(Collected data entries)
----

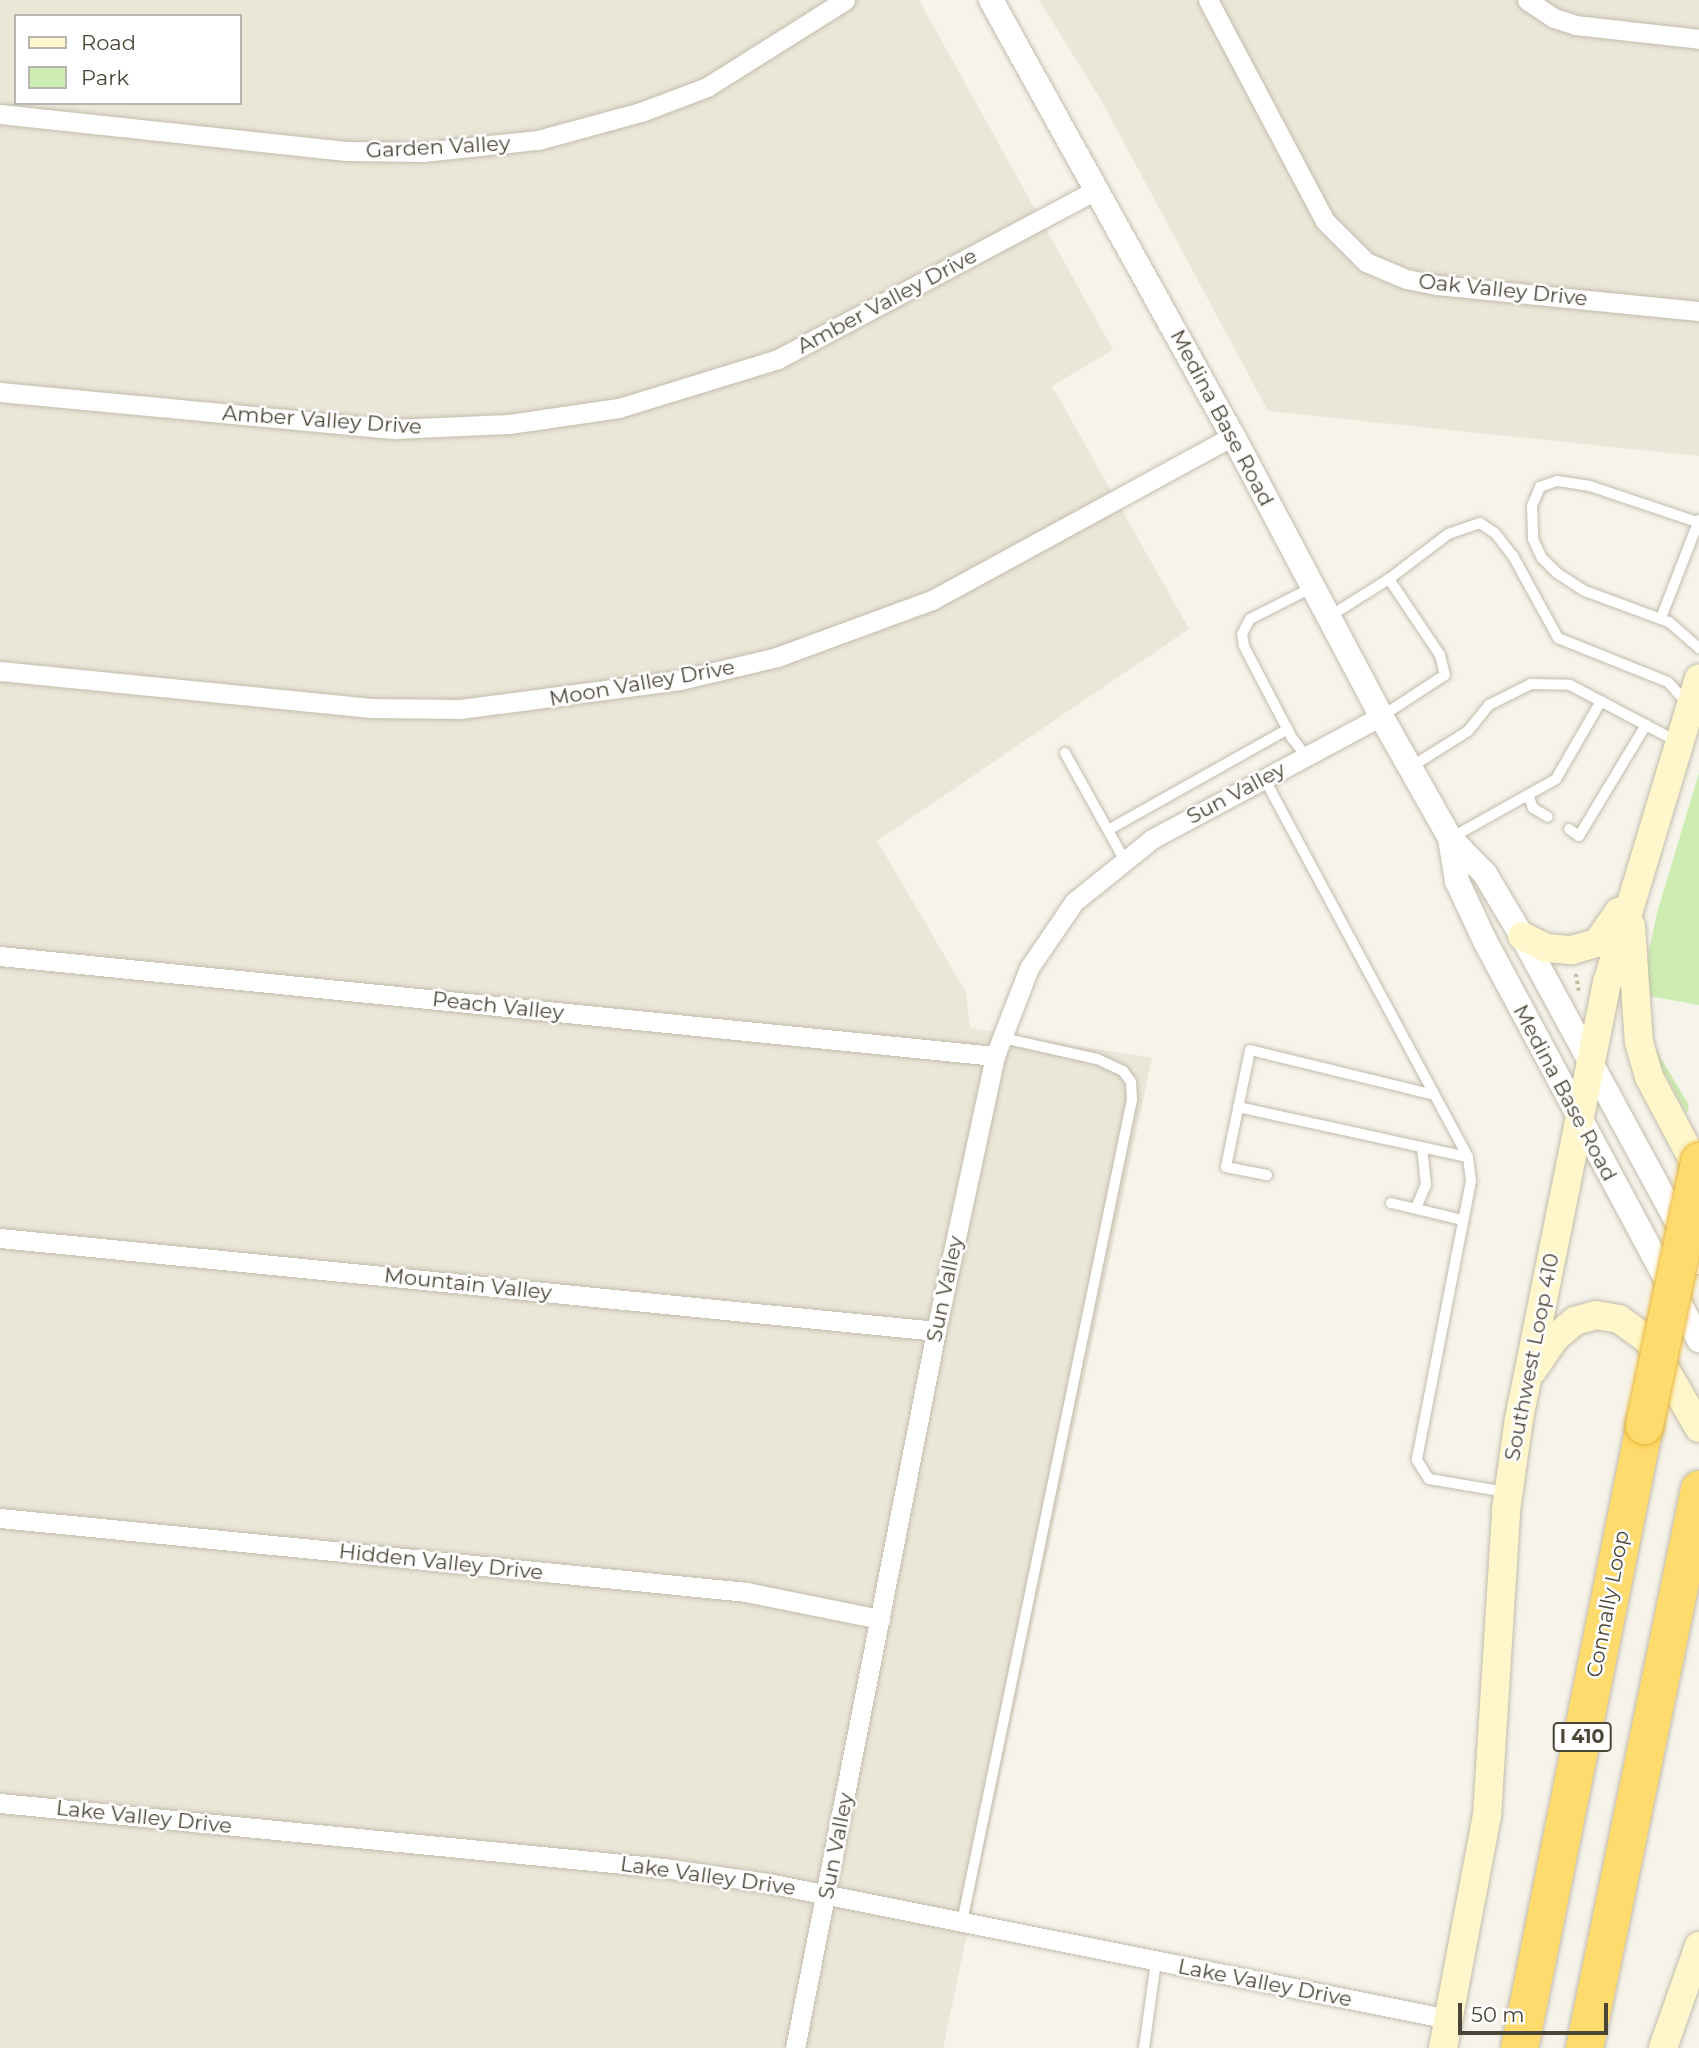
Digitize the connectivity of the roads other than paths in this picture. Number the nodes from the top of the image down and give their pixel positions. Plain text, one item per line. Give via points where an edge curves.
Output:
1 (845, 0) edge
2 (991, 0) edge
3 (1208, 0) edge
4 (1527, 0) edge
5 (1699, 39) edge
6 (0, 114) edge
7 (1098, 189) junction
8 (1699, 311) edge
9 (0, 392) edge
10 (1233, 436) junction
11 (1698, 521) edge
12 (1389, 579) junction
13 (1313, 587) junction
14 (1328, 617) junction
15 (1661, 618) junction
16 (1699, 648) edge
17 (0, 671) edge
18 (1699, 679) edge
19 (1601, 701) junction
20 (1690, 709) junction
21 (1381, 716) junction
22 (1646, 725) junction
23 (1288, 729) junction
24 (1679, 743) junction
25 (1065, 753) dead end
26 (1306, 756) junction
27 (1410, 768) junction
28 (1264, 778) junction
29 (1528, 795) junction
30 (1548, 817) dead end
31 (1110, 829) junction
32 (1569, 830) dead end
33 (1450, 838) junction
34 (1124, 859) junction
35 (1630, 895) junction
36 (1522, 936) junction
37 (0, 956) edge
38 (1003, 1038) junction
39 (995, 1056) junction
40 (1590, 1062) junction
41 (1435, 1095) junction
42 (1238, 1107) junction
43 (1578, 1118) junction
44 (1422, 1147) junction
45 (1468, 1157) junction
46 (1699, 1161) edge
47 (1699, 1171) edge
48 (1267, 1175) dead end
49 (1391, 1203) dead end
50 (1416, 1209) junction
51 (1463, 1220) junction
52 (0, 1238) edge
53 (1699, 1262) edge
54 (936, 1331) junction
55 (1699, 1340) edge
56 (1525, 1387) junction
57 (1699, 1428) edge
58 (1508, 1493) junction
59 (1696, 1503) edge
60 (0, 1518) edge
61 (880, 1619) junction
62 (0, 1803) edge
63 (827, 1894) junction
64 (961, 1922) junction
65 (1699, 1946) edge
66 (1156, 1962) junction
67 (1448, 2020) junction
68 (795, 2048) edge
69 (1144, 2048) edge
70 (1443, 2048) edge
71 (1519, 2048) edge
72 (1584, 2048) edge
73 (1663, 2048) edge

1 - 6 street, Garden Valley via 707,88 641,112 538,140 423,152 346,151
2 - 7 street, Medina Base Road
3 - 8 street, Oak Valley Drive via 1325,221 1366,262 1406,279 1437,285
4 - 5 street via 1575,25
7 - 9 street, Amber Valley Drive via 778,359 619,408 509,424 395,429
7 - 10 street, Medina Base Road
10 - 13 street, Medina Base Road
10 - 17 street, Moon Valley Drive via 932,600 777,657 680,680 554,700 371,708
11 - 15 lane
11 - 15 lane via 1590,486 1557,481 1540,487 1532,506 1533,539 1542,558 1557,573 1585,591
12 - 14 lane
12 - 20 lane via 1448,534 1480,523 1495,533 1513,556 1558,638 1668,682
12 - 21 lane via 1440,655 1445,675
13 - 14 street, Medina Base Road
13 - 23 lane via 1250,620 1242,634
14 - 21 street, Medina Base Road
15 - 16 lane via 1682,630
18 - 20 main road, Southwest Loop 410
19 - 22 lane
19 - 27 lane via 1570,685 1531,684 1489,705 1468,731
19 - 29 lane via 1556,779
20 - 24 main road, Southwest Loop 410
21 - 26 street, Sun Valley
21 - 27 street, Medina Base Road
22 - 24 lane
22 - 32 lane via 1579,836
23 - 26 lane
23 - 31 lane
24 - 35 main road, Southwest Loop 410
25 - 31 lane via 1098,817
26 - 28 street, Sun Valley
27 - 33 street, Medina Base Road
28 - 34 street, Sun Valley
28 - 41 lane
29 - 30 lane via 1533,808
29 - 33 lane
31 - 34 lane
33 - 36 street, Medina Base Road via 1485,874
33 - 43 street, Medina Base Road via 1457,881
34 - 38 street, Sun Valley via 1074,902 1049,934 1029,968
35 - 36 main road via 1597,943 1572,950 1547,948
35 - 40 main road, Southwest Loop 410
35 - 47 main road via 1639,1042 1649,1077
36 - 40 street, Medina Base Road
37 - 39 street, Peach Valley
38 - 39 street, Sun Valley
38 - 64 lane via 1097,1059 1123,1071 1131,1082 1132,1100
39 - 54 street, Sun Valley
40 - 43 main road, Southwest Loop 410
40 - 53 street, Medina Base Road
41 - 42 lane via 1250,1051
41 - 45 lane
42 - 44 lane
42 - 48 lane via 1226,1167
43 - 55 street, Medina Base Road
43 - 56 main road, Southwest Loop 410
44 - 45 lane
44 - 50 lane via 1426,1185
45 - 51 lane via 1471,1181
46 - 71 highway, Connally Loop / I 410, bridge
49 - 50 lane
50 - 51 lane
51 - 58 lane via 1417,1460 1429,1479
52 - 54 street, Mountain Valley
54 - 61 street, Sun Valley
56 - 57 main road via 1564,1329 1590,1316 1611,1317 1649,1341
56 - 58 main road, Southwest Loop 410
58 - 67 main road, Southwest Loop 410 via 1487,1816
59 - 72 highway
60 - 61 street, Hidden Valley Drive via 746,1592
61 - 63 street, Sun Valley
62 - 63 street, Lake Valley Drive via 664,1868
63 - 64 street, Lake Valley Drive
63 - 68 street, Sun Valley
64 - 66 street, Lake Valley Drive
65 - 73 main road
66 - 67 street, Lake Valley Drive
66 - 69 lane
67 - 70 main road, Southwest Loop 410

----

*ABOUT THIS TASK*
Copy each of the entries above precisely, and drop whatever pictures they hold.

*WRITTEN REPLY*
Digitize the connectivity of the roads other than paths in this picture. Number the nodes from the top of the image down and give their pixel positions. Plain text, one item per line. Give via points where an edge curves.
Output:
1 (845, 0) edge
2 (991, 0) edge
3 (1208, 0) edge
4 (1527, 0) edge
5 (1699, 39) edge
6 (0, 114) edge
7 (1098, 189) junction
8 (1699, 311) edge
9 (0, 392) edge
10 (1233, 436) junction
11 (1698, 521) edge
12 (1389, 579) junction
13 (1313, 587) junction
14 (1328, 617) junction
15 (1661, 618) junction
16 (1699, 648) edge
17 (0, 671) edge
18 (1699, 679) edge
19 (1601, 701) junction
20 (1690, 709) junction
21 (1381, 716) junction
22 (1646, 725) junction
23 (1288, 729) junction
24 (1679, 743) junction
25 (1065, 753) dead end
26 (1306, 756) junction
27 (1410, 768) junction
28 (1264, 778) junction
29 (1528, 795) junction
30 (1548, 817) dead end
31 (1110, 829) junction
32 (1569, 830) dead end
33 (1450, 838) junction
34 (1124, 859) junction
35 (1630, 895) junction
36 (1522, 936) junction
37 (0, 956) edge
38 (1003, 1038) junction
39 (995, 1056) junction
40 (1590, 1062) junction
41 (1435, 1095) junction
42 (1238, 1107) junction
43 (1578, 1118) junction
44 (1422, 1147) junction
45 (1468, 1157) junction
46 (1699, 1161) edge
47 (1699, 1171) edge
48 (1267, 1175) dead end
49 (1391, 1203) dead end
50 (1416, 1209) junction
51 (1463, 1220) junction
52 (0, 1238) edge
53 (1699, 1262) edge
54 (936, 1331) junction
55 (1699, 1340) edge
56 (1525, 1387) junction
57 (1699, 1428) edge
58 (1508, 1493) junction
59 (1696, 1503) edge
60 (0, 1518) edge
61 (880, 1619) junction
62 (0, 1803) edge
63 (827, 1894) junction
64 (961, 1922) junction
65 (1699, 1946) edge
66 (1156, 1962) junction
67 (1448, 2020) junction
68 (795, 2048) edge
69 (1144, 2048) edge
70 (1443, 2048) edge
71 (1519, 2048) edge
72 (1584, 2048) edge
73 (1663, 2048) edge

1 - 6 street, Garden Valley via 707,88 641,112 538,140 423,152 346,151
2 - 7 street, Medina Base Road
3 - 8 street, Oak Valley Drive via 1325,221 1366,262 1406,279 1437,285
4 - 5 street via 1575,25
7 - 9 street, Amber Valley Drive via 778,359 619,408 509,424 395,429
7 - 10 street, Medina Base Road
10 - 13 street, Medina Base Road
10 - 17 street, Moon Valley Drive via 932,600 777,657 680,680 554,700 371,708
11 - 15 lane
11 - 15 lane via 1590,486 1557,481 1540,487 1532,506 1533,539 1542,558 1557,573 1585,591
12 - 14 lane
12 - 20 lane via 1448,534 1480,523 1495,533 1513,556 1558,638 1668,682
12 - 21 lane via 1440,655 1445,675
13 - 14 street, Medina Base Road
13 - 23 lane via 1250,620 1242,634
14 - 21 street, Medina Base Road
15 - 16 lane via 1682,630
18 - 20 main road, Southwest Loop 410
19 - 22 lane
19 - 27 lane via 1570,685 1531,684 1489,705 1468,731
19 - 29 lane via 1556,779
20 - 24 main road, Southwest Loop 410
21 - 26 street, Sun Valley
21 - 27 street, Medina Base Road
22 - 24 lane
22 - 32 lane via 1579,836
23 - 26 lane
23 - 31 lane
24 - 35 main road, Southwest Loop 410
25 - 31 lane via 1098,817
26 - 28 street, Sun Valley
27 - 33 street, Medina Base Road
28 - 34 street, Sun Valley
28 - 41 lane
29 - 30 lane via 1533,808
29 - 33 lane
31 - 34 lane
33 - 36 street, Medina Base Road via 1485,874
33 - 43 street, Medina Base Road via 1457,881
34 - 38 street, Sun Valley via 1074,902 1049,934 1029,968
35 - 36 main road via 1597,943 1572,950 1547,948
35 - 40 main road, Southwest Loop 410
35 - 47 main road via 1639,1042 1649,1077
36 - 40 street, Medina Base Road
37 - 39 street, Peach Valley
38 - 39 street, Sun Valley
38 - 64 lane via 1097,1059 1123,1071 1131,1082 1132,1100
39 - 54 street, Sun Valley
40 - 43 main road, Southwest Loop 410
40 - 53 street, Medina Base Road
41 - 42 lane via 1250,1051
41 - 45 lane
42 - 44 lane
42 - 48 lane via 1226,1167
43 - 55 street, Medina Base Road
43 - 56 main road, Southwest Loop 410
44 - 45 lane
44 - 50 lane via 1426,1185
45 - 51 lane via 1471,1181
46 - 71 highway, Connally Loop / I 410, bridge
49 - 50 lane
50 - 51 lane
51 - 58 lane via 1417,1460 1429,1479
52 - 54 street, Mountain Valley
54 - 61 street, Sun Valley
56 - 57 main road via 1564,1329 1590,1316 1611,1317 1649,1341
56 - 58 main road, Southwest Loop 410
58 - 67 main road, Southwest Loop 410 via 1487,1816
59 - 72 highway
60 - 61 street, Hidden Valley Drive via 746,1592
61 - 63 street, Sun Valley
62 - 63 street, Lake Valley Drive via 664,1868
63 - 64 street, Lake Valley Drive
63 - 68 street, Sun Valley
64 - 66 street, Lake Valley Drive
65 - 73 main road
66 - 67 street, Lake Valley Drive
66 - 69 lane
67 - 70 main road, Southwest Loop 410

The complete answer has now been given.